» **Work order**: The lines to copy are those in the records below that hold the word "List".

» **Material for this exercise**:
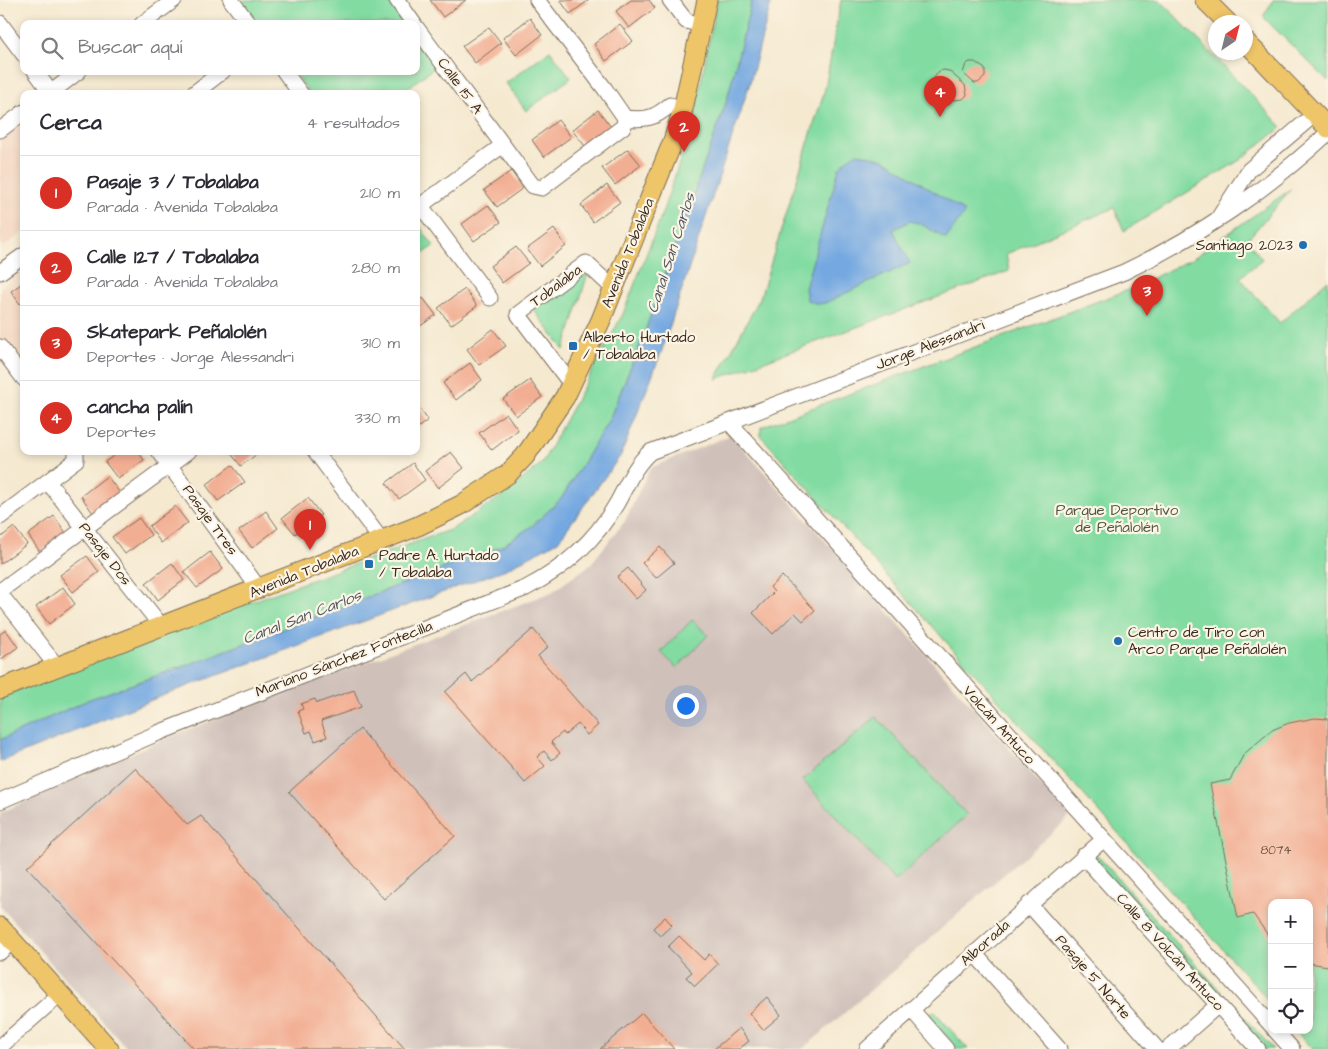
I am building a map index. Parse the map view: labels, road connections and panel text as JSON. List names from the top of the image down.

---

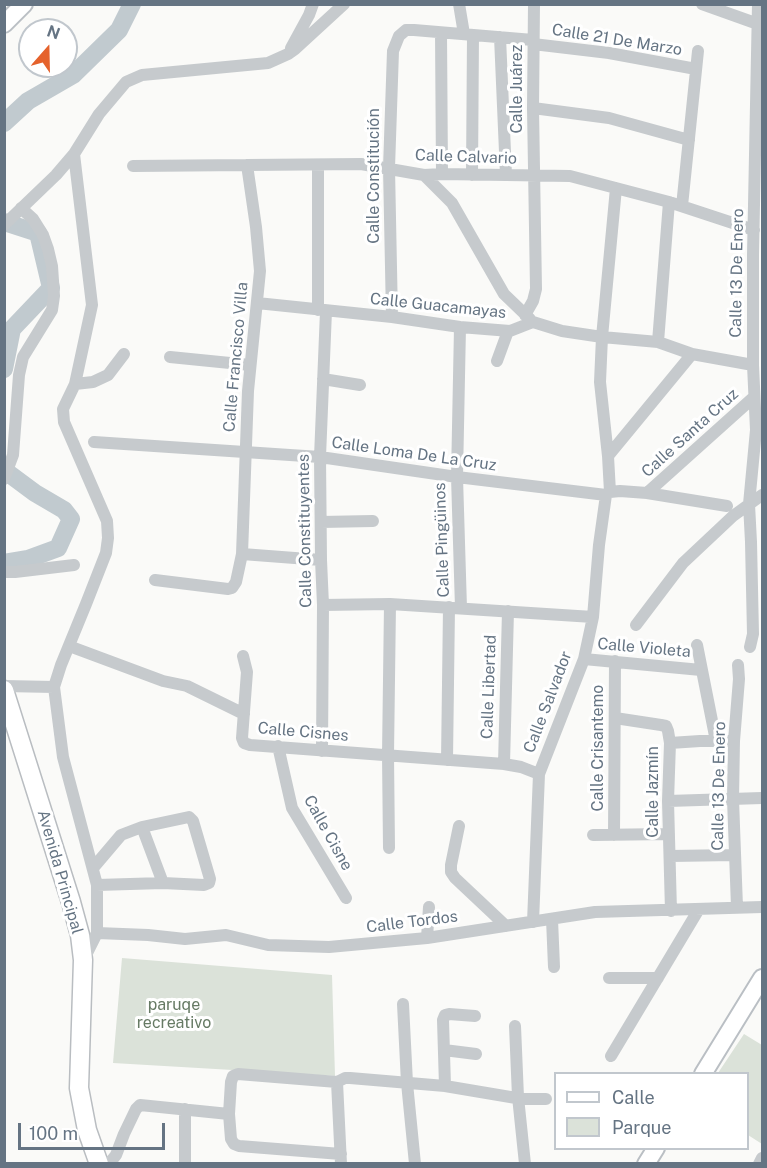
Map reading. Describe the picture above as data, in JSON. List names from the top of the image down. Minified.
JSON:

» **Result for this task**:
I am building a map index. Parse the map view: labels, road connections and panel text as JSON. List names from the top of the image down.
Map reading. Describe the picture above as data, in JSON. List names from the top of the image down. Minified.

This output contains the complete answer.